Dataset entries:
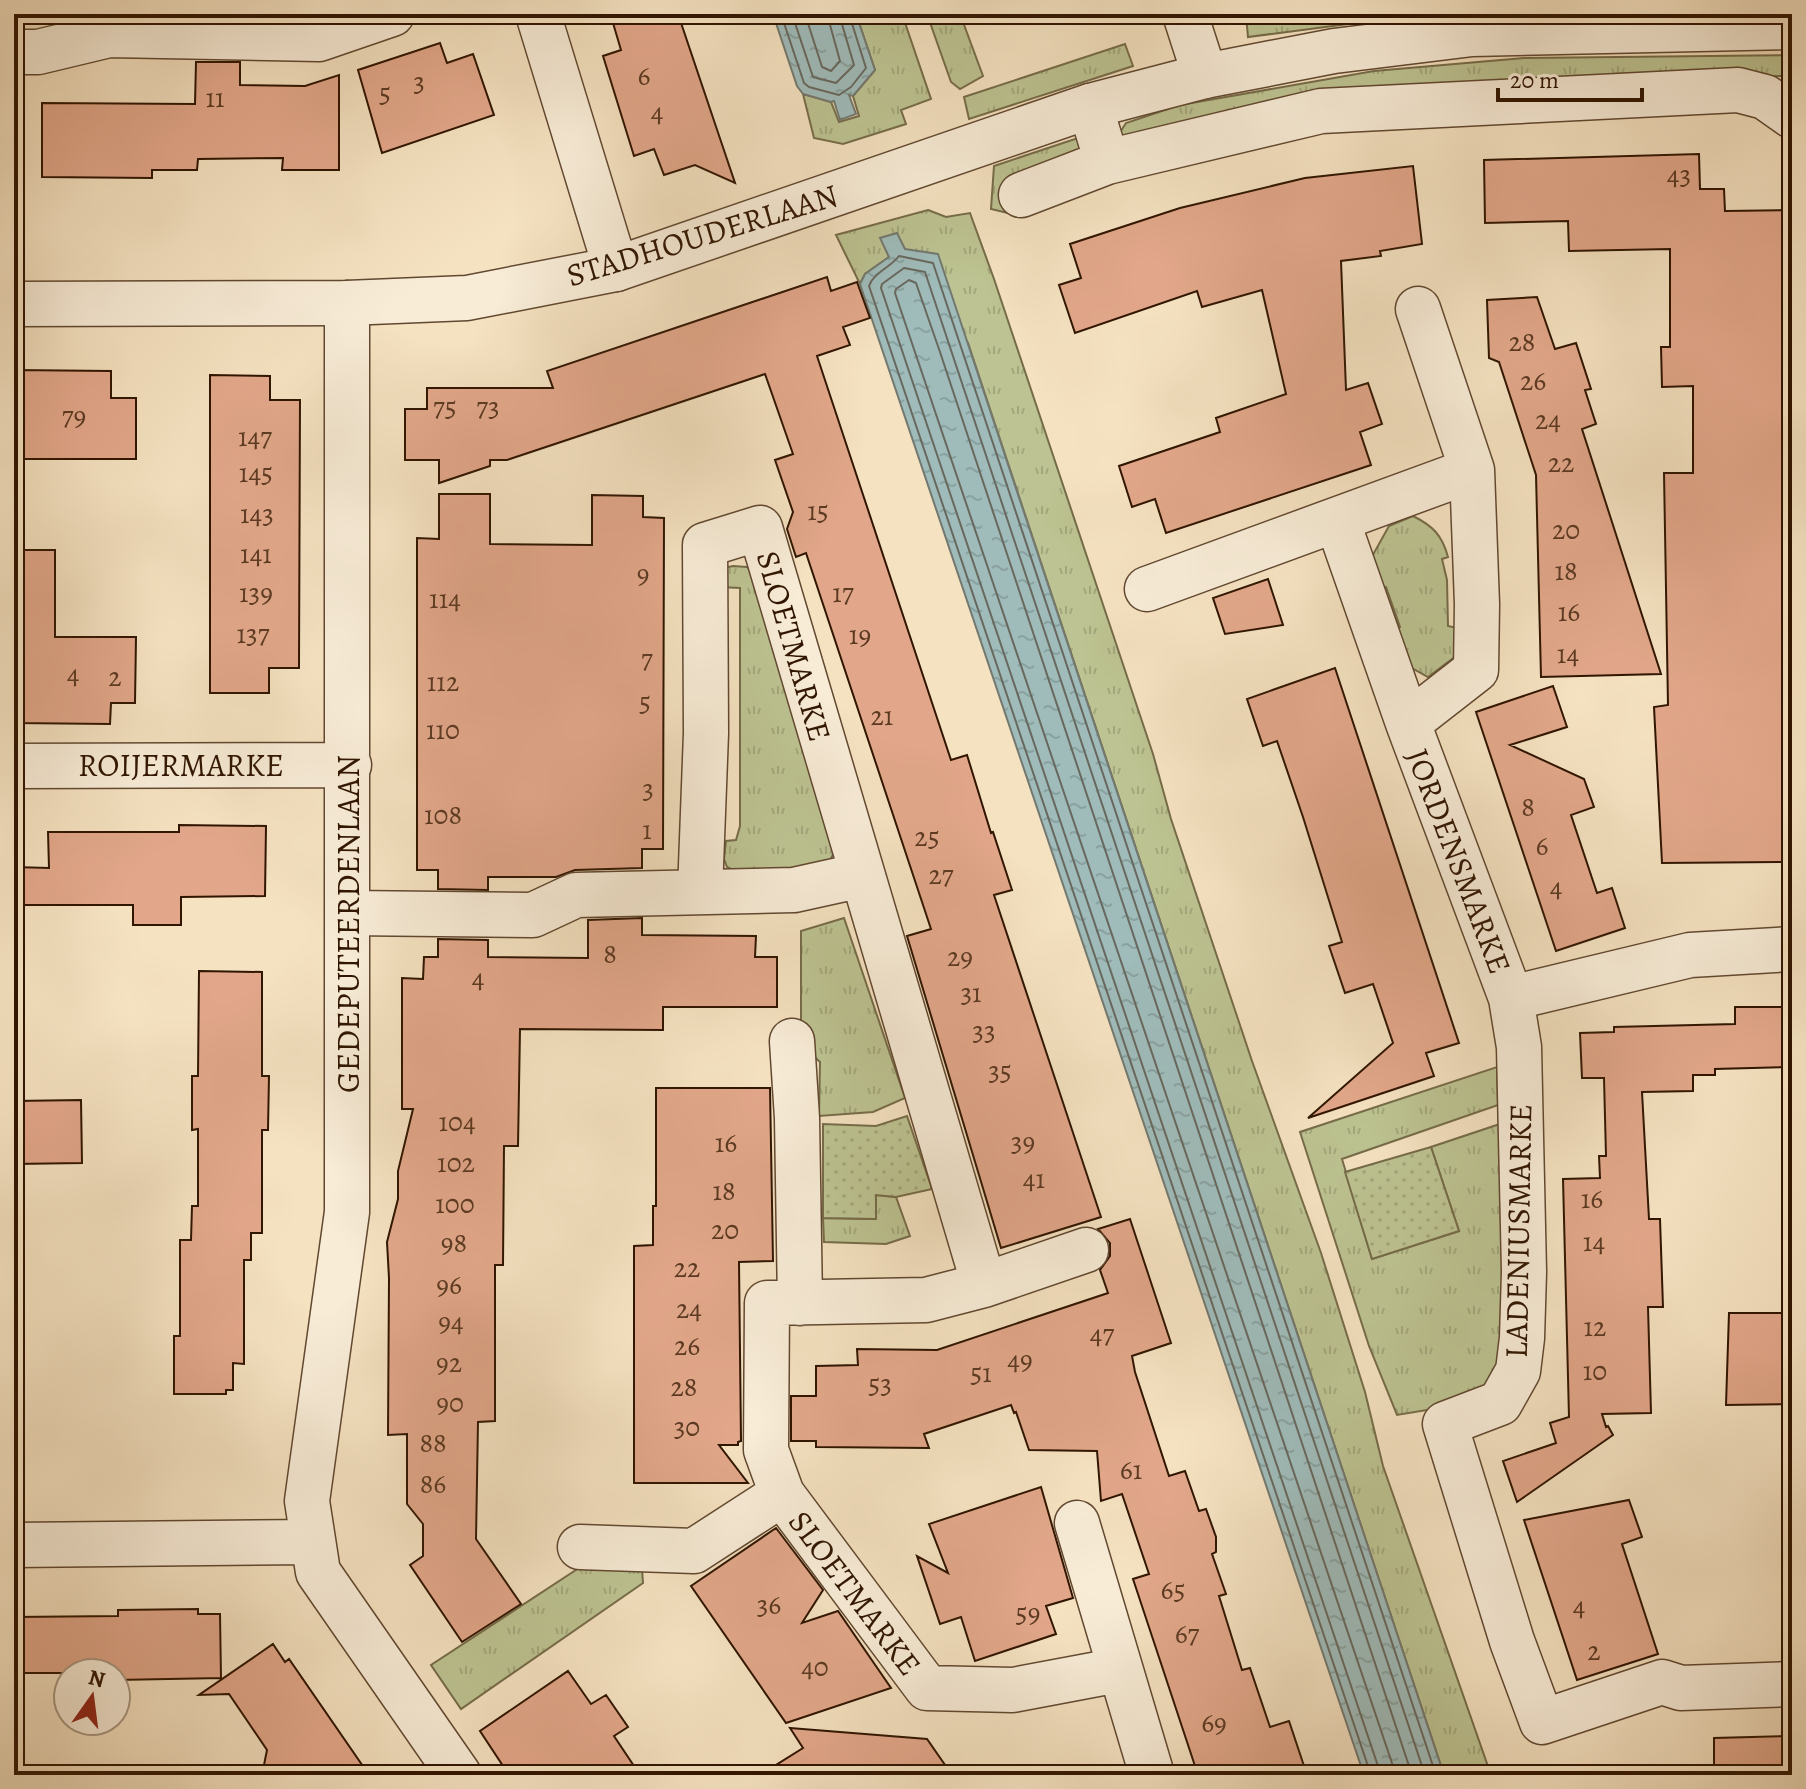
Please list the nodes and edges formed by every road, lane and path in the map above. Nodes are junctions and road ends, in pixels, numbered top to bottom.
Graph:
1 (392, 14) edge
2 (538, 14) edge
3 (1185, 14) edge
4 (1792, 27) edge
5 (31, 40) edge
6 (1205, 76) junction
7 (1090, 106) junction
8 (1792, 116) edge
9 (1107, 162) junction
10 (1021, 195) dead end
11 (616, 269) junction
12 (347, 303) junction
13 (14, 304) edge
14 (1418, 309) dead end
15 (1472, 470) junction
16 (1337, 520) junction
17 (1147, 589) dead end
18 (1408, 723) junction
19 (349, 765) junction
20 (14, 766) edge
21 (862, 875) junction
22 (700, 892) junction
23 (348, 913) junction
24 (1792, 949) edge
25 (1511, 998) junction
26 (792, 1041) dead end
27 (1086, 1250) dead end
28 (984, 1285) junction
29 (800, 1303) junction
30 (782, 1494) junction
31 (1077, 1523) dead end
32 (311, 1542) junction
33 (14, 1545) edge
34 (580, 1547) dead end
35 (1119, 1670) junction
36 (1792, 1684) edge
37 (459, 1775) edge
38 (1152, 1775) edge

1 - 5 street
2 - 11 street
3 - 6 street
4 - 6 street, STADHOUDERLAAN
6 - 7 street, STADHOUDERLAAN
7 - 9 street
7 - 11 street, STADHOUDERLAAN
8 - 9 street
9 - 10 street
11 - 12 street, STADHOUDERLAAN
12 - 13 street, STADHOUDERLAAN
12 - 19 street, GEDEPUTEERDENLAAN
14 - 15 street, JORDENSMARKE
15 - 16 street
15 - 18 street, JORDENSMARKE
16 - 17 street
16 - 18 street, JORDENSMARKE
18 - 25 street, JORDENSMARKE
19 - 20 street, ROIJERMARKE
19 - 23 street, GEDEPUTEERDENLAAN
21 - 22 street
21 - 22 street, SLOETMARKE
21 - 28 street, SLOETMARKE
22 - 23 street
23 - 32 street, GEDEPUTEERDENLAAN
24 - 25 street
25 - 36 street, LADENIUSMARKE
26 - 29 street
27 - 28 street, SLOETMARKE
28 - 29 street, SLOETMARKE
29 - 30 street, SLOETMARKE
30 - 34 street, SLOETMARKE
30 - 35 street, SLOETMARKE
31 - 35 street
32 - 33 street
32 - 37 street, GEDEPUTEERDENLAAN
35 - 38 street

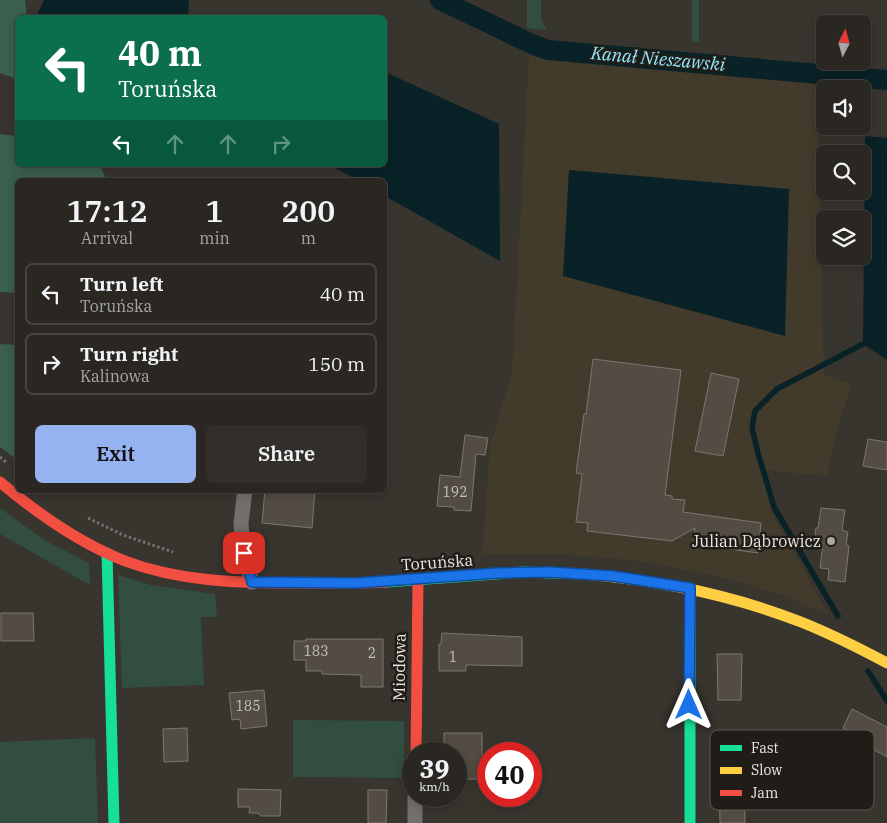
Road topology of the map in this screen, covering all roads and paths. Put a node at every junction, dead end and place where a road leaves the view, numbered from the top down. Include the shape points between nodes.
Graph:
1 (0, 482) edge
2 (246, 493) edge
3 (107, 553) junction
4 (418, 580) junction
5 (252, 582) junction
6 (690, 588) junction
7 (887, 663) edge
8 (416, 742) edge
9 (415, 807) edge
10 (114, 823) edge
11 (415, 823) edge
12 (690, 823) edge

1 - 3 main road, Toruńska via 60,527
2 - 5 street via 241,524
3 - 5 main road, Toruńska via 154,570 193,578
3 - 10 main road
4 - 5 main road, Toruńska
4 - 6 main road, Toruńska via 550,572 613,576
4 - 8 main road, Miodowa
6 - 7 main road, Toruńska via 759,606 813,626
6 - 12 main road
9 - 11 street

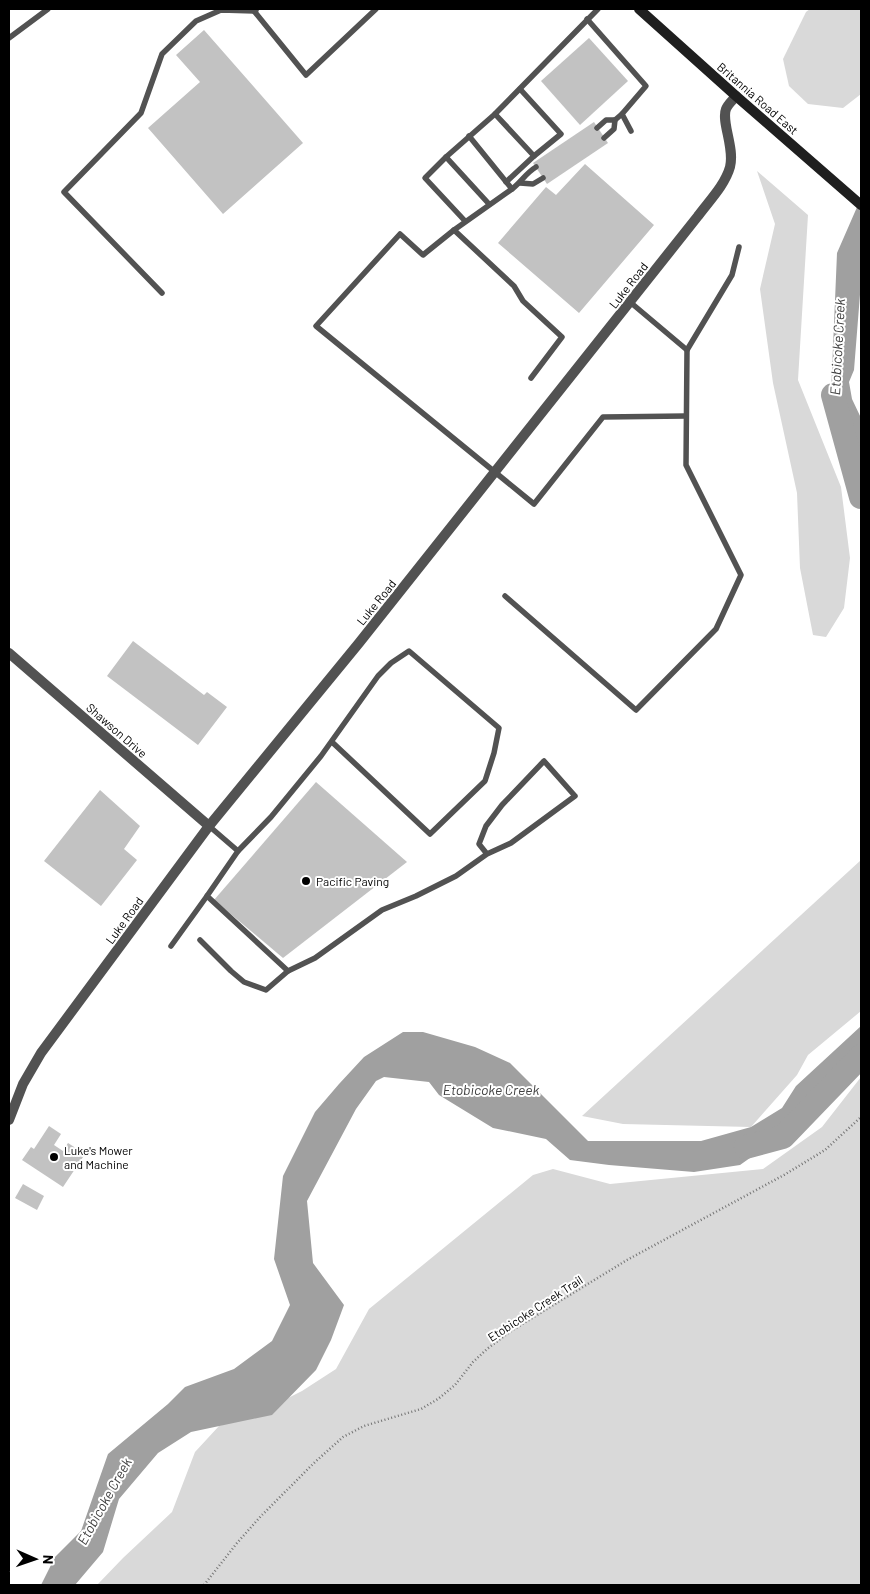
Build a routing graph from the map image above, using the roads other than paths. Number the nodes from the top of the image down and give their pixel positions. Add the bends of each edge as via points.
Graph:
1 (48, 9) edge
2 (376, 9) edge
3 (598, 9) edge
4 (639, 9) edge
5 (255, 10) edge
6 (585, 22) junction
7 (9, 38) edge
8 (520, 89) junction
9 (736, 96) junction
10 (495, 114) junction
11 (622, 114) junction
12 (615, 120) junction
13 (597, 128) dead end
14 (631, 131) dead end
15 (469, 136) junction
16 (604, 138) dead end
17 (534, 156) junction
18 (446, 157) junction
19 (536, 167) dead end
20 (543, 178) dead end
21 (506, 182) junction
22 (520, 183) junction
23 (512, 189) junction
24 (489, 204) junction
25 (861, 205) edge
26 (465, 221) junction
27 (454, 230) junction
28 (739, 247) dead end
29 (162, 293) dead end
30 (630, 302) junction
31 (687, 350) junction
32 (531, 378) dead end
33 (686, 416) junction
34 (496, 472) junction
35 (505, 596) dead end
36 (9, 652) edge
37 (332, 742) junction
38 (209, 826) junction
39 (238, 851) junction
40 (487, 854) junction
41 (207, 896) junction
42 (200, 940) dead end
43 (171, 946) dead end
44 (288, 971) junction
45 (9, 1120) edge

1 - 7 lane
2 - 5 lane via 306,75
3 - 6 lane
4 - 9 street, Britannia Road East
5 - 29 lane via 221,10 196,21 162,54 141,113 64,192
6 - 8 lane
6 - 11 lane via 646,86
8 - 10 lane
8 - 17 lane via 561,134
9 - 25 street, Britannia Road East
9 - 30 street, Luke Road via 725,114 732,156 725,178
10 - 15 lane
10 - 17 lane
11 - 12 lane
11 - 14 lane
12 - 13 lane via 606,120
12 - 16 lane via 614,129
15 - 18 lane
15 - 21 lane
17 - 21 lane
18 - 24 lane
18 - 26 lane via 425,178
19 - 22 lane
20 - 22 lane via 533,184
21 - 23 lane
22 - 23 lane
23 - 24 lane
24 - 26 lane
26 - 27 lane
27 - 32 lane via 562,337
27 - 34 lane via 423,255 400,234 316,326
28 - 31 lane via 732,276
30 - 31 lane
30 - 34 street, Luke Road
31 - 33 lane
33 - 34 lane via 603,417 534,504
33 - 35 lane via 686,465 741,575 716,629 636,710
34 - 38 street, Luke Road
36 - 38 street, Shawson Drive
37 - 37 lane via 378,676 409,651 498,728 485,781 430,834
37 - 39 lane via 271,817
38 - 39 lane
38 - 45 street, Luke Road via 41,1054 23,1084
39 - 41 lane
40 - 40 lane via 511,843 575,796 544,761 486,826 479,844
40 - 44 lane via 456,876 382,910 315,958
41 - 43 lane
41 - 44 lane
42 - 44 lane via 244,982 266,990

## Assignment
Search the entries for the string "down" and copy each line where it occurs.

## Answer box
Road topology of the map in this screen, covering all roads and paths. Put a node at every junction, dead end and place where a road leaves the view, numbered from the top down. Include the shape points between nodes.
Build a routing graph from the map image above, using the roads other than paths. Number the nodes from the top of the image down and give their pixel positions. Add the bends of each edge as via points.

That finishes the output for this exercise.